• [EXERCISE]:
Once the line holding "Road topology of" is written out, stop; begin at the first line of the material below and retype exactly, dropping pictures.
*** Begin section ***
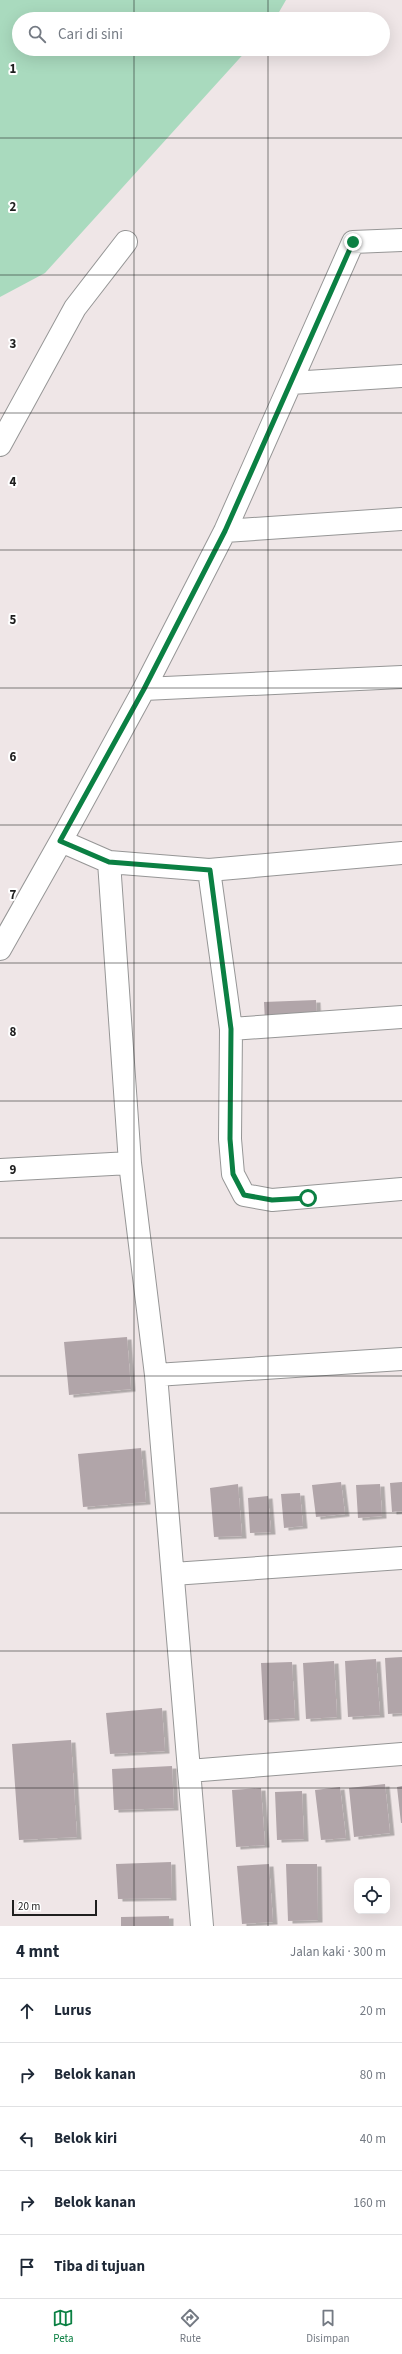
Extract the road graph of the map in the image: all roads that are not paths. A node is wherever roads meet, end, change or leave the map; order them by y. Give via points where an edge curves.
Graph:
1 (402, 240) edge
2 (126, 242) dead end
3 (402, 376) edge
4 (290, 383) junction
5 (0, 445) edge
6 (402, 519) edge
7 (225, 531) junction
8 (402, 677) edge
9 (144, 689) junction
10 (60, 841) junction
11 (402, 853) edge
12 (109, 862) junction
13 (210, 870) junction
14 (0, 949) edge
15 (402, 1017) edge
16 (231, 1029) junction
17 (130, 1163) junction
18 (0, 1170) edge
19 (402, 1189) edge
20 (402, 1359) edge
21 (156, 1375) junction
22 (402, 1558) edge
23 (173, 1574) junction
24 (402, 1754) edge
25 (189, 1771) junction
26 (202, 1926) edge

1 - 4 street via 353,242
2 - 5 street via 75,308
3 - 4 street
4 - 7 street
6 - 7 street
7 - 9 street
8 - 9 street
9 - 10 street
10 - 12 street
10 - 14 street
11 - 13 street
12 - 13 street
12 - 17 street
13 - 16 street
15 - 16 street
16 - 19 street via 230,1139 233,1174 244,1195 272,1200
17 - 18 street
17 - 21 street
20 - 21 street
21 - 23 street
22 - 23 street
23 - 25 street
24 - 25 street
25 - 26 street

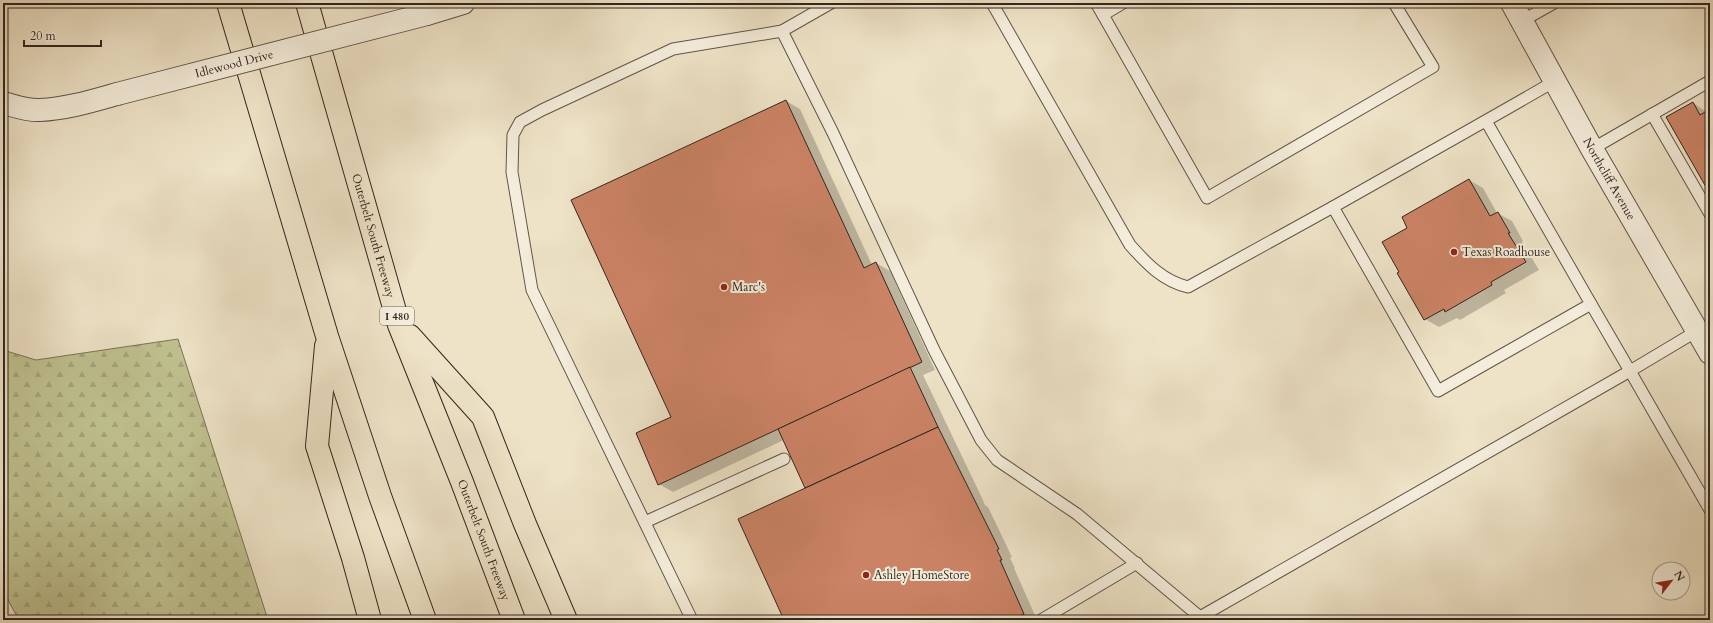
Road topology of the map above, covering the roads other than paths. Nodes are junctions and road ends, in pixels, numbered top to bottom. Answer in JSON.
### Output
{"nodes":[{"id":1,"x":228,"y":3,"type":"edge"},
{"id":2,"x":307,"y":3,"type":"edge"},
{"id":3,"x":463,"y":3,"type":"edge"},
{"id":4,"x":831,"y":3,"type":"edge"},
{"id":5,"x":992,"y":3,"type":"edge"},
{"id":6,"x":1096,"y":3,"type":"edge"},
{"id":7,"x":1123,"y":3,"type":"edge"},
{"id":8,"x":1394,"y":3,"type":"edge"},
{"id":9,"x":1554,"y":3,"type":"edge"},
{"id":10,"x":1517,"y":12,"type":"edge"},
{"id":11,"x":1103,"y":15,"type":"junction"},
{"id":12,"x":782,"y":31,"type":"junction"},
{"id":13,"x":1555,"y":81,"type":"junction"},
{"id":14,"x":1710,"y":81,"type":"edge"},
{"id":15,"x":3,"y":103,"type":"edge"},
{"id":16,"x":1652,"y":114,"type":"junction"},
{"id":17,"x":1486,"y":120,"type":"junction"},
{"id":18,"x":1592,"y":150,"type":"junction"},
{"id":19,"x":1334,"y":207,"type":"junction"},
{"id":20,"x":1710,"y":214,"type":"edge"},
{"id":21,"x":1591,"y":304,"type":"junction"},
{"id":22,"x":400,"y":325,"type":"junction"},
{"id":23,"x":1697,"y":331,"type":"junction"},
{"id":24,"x":327,"y":336,"type":"junction"},
{"id":25,"x":1710,"y":353,"type":"edge"},
{"id":26,"x":1630,"y":371,"type":"junction"},
{"id":27,"x":784,"y":459,"type":"dead end"},
{"id":28,"x":1710,"y":510,"type":"edge"},
{"id":29,"x":645,"y":522,"type":"junction"},
{"id":30,"x":1137,"y":563,"type":"junction"},
{"id":31,"x":1199,"y":619,"type":"edge"},
{"id":32,"x":370,"y":620,"type":"edge"},
{"id":33,"x":425,"y":620,"type":"edge"},
{"id":34,"x":514,"y":620,"type":"edge"},
{"id":35,"x":566,"y":620,"type":"edge"},
{"id":36,"x":692,"y":620,"type":"edge"},
{"id":37,"x":1041,"y":620,"type":"edge"}],
"edges":[{"from":1,"to":24,"type":"highway"},
{"from":2,"to":22,"type":"highway","name":"Outerbelt South Freeway","number":"I 480"},
{"from":3,"to":15,"type":"street","name":"Idlewood Drive","bridge":true},
{"from":4,"to":12,"type":"lane"},
{"from":5,"to":19,"type":"lane"},
{"from":6,"to":11,"type":"lane"},
{"from":7,"to":11,"type":"lane"},
{"from":8,"to":11,"type":"lane"},
{"from":9,"to":10,"type":"lane"},
{"from":10,"to":13,"type":"street","name":"Northcliff Avenue"},
{"from":12,"to":29,"type":"lane"},
{"from":12,"to":30,"type":"lane"},
{"from":13,"to":17,"type":"lane"},
{"from":13,"to":18,"type":"street","name":"Northcliff Avenue"},
{"from":14,"to":16,"type":"lane"},
{"from":16,"to":18,"type":"lane"},
{"from":16,"to":20,"type":"lane"},
{"from":17,"to":19,"type":"lane"},
{"from":17,"to":21,"type":"lane"},
{"from":18,"to":23,"type":"street","name":"Northcliff Avenue"},
{"from":19,"to":21,"type":"lane"},
{"from":21,"to":26,"type":"lane"},
{"from":22,"to":34,"type":"highway","name":"Outerbelt South Freeway","number":"I 480"},
{"from":22,"to":35,"type":"highway"},
{"from":23,"to":25,"type":"street","name":"Northcliff Avenue"},
{"from":23,"to":26,"type":"lane"},
{"from":24,"to":32,"type":"highway"},
{"from":24,"to":33,"type":"highway"},
{"from":26,"to":28,"type":"lane"},
{"from":26,"to":31,"type":"lane"},
{"from":27,"to":29,"type":"lane"},
{"from":29,"to":36,"type":"lane"},
{"from":30,"to":31,"type":"lane"},
{"from":30,"to":37,"type":"lane"}]}
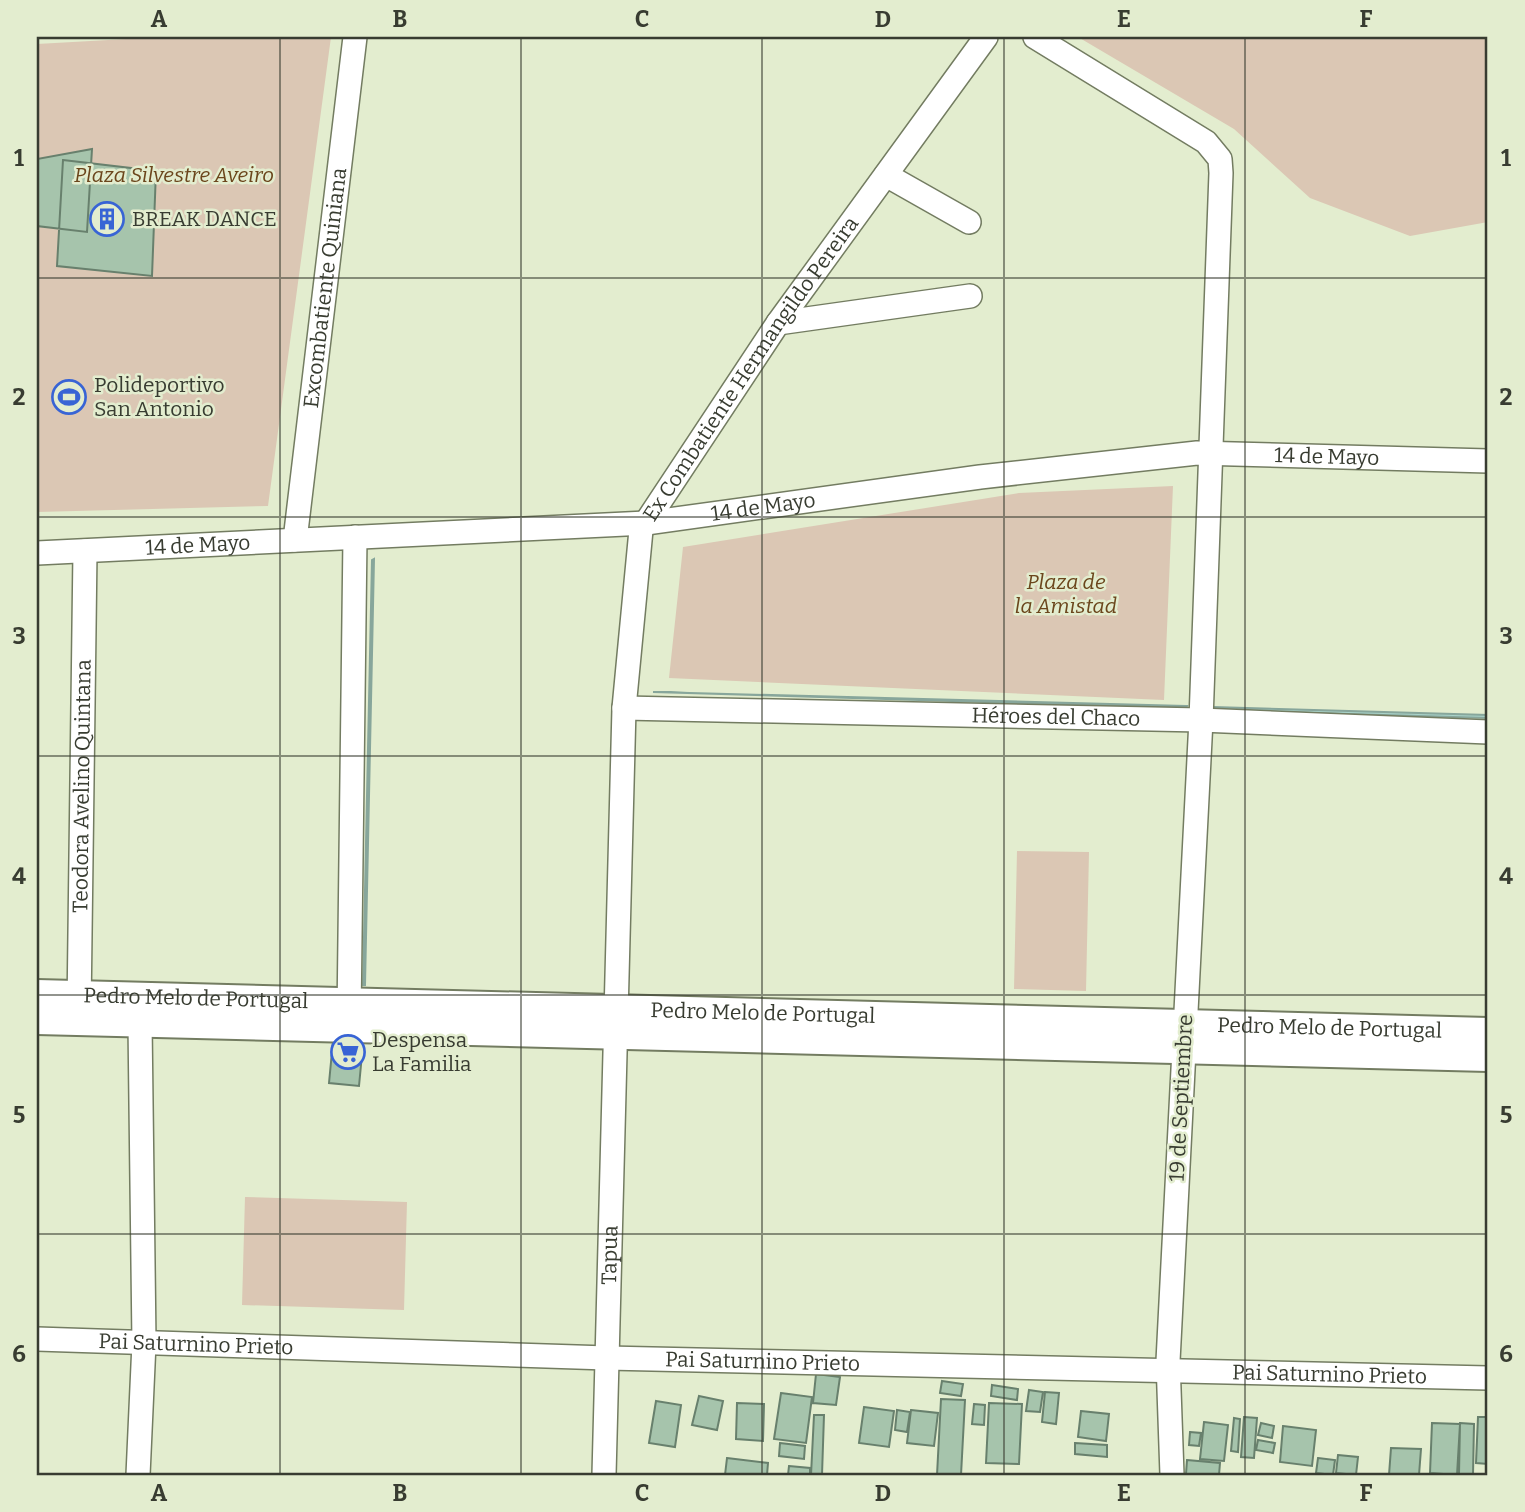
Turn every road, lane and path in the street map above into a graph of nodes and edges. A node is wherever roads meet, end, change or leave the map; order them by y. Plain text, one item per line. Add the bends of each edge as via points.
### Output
1 (355, 37) edge
2 (986, 37) edge
3 (1035, 37) edge
4 (886, 175) junction
5 (969, 222) dead end
6 (970, 296) dead end
7 (778, 323) junction
8 (1210, 454) junction
9 (1488, 461) edge
10 (646, 523) junction
11 (355, 537) junction
12 (295, 540) junction
13 (85, 551) junction
14 (37, 553) edge
15 (624, 708) junction
16 (1201, 720) junction
17 (1488, 732) edge
18 (37, 994) edge
19 (79, 1008) junction
20 (349, 1015) junction
21 (37, 1020) edge
22 (614, 1022) junction
23 (140, 1023) junction
24 (1488, 1032) edge
25 (1184, 1037) junction
26 (1488, 1057) edge
27 (37, 1339) edge
28 (144, 1342) junction
29 (607, 1358) junction
30 (1168, 1371) junction
31 (1488, 1378) edge
32 (138, 1475) edge
33 (604, 1475) edge
34 (1172, 1475) edge

1 - 12 street, Excombatiente Quiniana
2 - 4 street, Ex Combatiente Hermangildo Pereira
3 - 8 street, 19 de Septiembre via 1206,142 1220,159
4 - 5 street
4 - 7 street, Ex Combatiente Hermangildo Pereira
6 - 7 street
7 - 10 street, Ex Combatiente Hermangildo Pereira
8 - 9 street, 14 de Mayo
8 - 10 street, 14 de Mayo via 980,477
8 - 16 street, 19 de Septiembre
10 - 11 street, 14 de Mayo
10 - 15 street, Ex Combatiente Hermangildo Pereira via 641,530
11 - 12 street, 14 de Mayo
11 - 20 street
12 - 13 street, 14 de Mayo
13 - 14 street, 14 de Mayo
13 - 19 street, Teodora Avelino Quintana
15 - 16 street, Héroes del Chaco
15 - 22 street, Ex Combatiente Hermangildo Pereira
16 - 17 street, Héroes del Chaco
16 - 25 street, 19 de Septiembre
18 - 19 street, Pedro Melo de Portugal
19 - 20 street, Pedro Melo de Portugal
19 - 21 street, Pedro Melo de Portugal
19 - 23 street, Pedro Melo de Portugal
20 - 22 street, Pedro Melo de Portugal
20 - 23 street, Pedro Melo de Portugal
22 - 25 street, Pedro Melo de Portugal
22 - 29 street, Tapua
23 - 28 street
24 - 25 street, Pedro Melo de Portugal
25 - 26 street, Pedro Melo de Portugal
25 - 30 street, 19 de Septiembre
27 - 28 street, Pai Saturnino Prieto
28 - 29 street, Pai Saturnino Prieto
28 - 32 street
29 - 30 street, Pai Saturnino Prieto
29 - 33 street, Tapua
30 - 31 street, Pai Saturnino Prieto
30 - 34 street, 19 de Septiembre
*** End section ***
• [SOLUTION TO THIS PROBLEM]:
Extract the road graph of the map in the image: all roads that are not paths. A node is wherever roads meet, end, change or leave the map; order them by y. Give via points where an edge curves.
Graph:
1 (402, 240) edge
2 (126, 242) dead end
3 (402, 376) edge
4 (290, 383) junction
5 (0, 445) edge
6 (402, 519) edge
7 (225, 531) junction
8 (402, 677) edge
9 (144, 689) junction
10 (60, 841) junction
11 (402, 853) edge
12 (109, 862) junction
13 (210, 870) junction
14 (0, 949) edge
15 (402, 1017) edge
16 (231, 1029) junction
17 (130, 1163) junction
18 (0, 1170) edge
19 (402, 1189) edge
20 (402, 1359) edge
21 (156, 1375) junction
22 (402, 1558) edge
23 (173, 1574) junction
24 (402, 1754) edge
25 (189, 1771) junction
26 (202, 1926) edge

1 - 4 street via 353,242
2 - 5 street via 75,308
3 - 4 street
4 - 7 street
6 - 7 street
7 - 9 street
8 - 9 street
9 - 10 street
10 - 12 street
10 - 14 street
11 - 13 street
12 - 13 street
12 - 17 street
13 - 16 street
15 - 16 street
16 - 19 street via 230,1139 233,1174 244,1195 272,1200
17 - 18 street
17 - 21 street
20 - 21 street
21 - 23 street
22 - 23 street
23 - 25 street
24 - 25 street
25 - 26 street

Road topology of the map above, covering the roads other than paths. Nodes are junctions and road ends, in pixels, numbered top to bottom. Answer in JSON.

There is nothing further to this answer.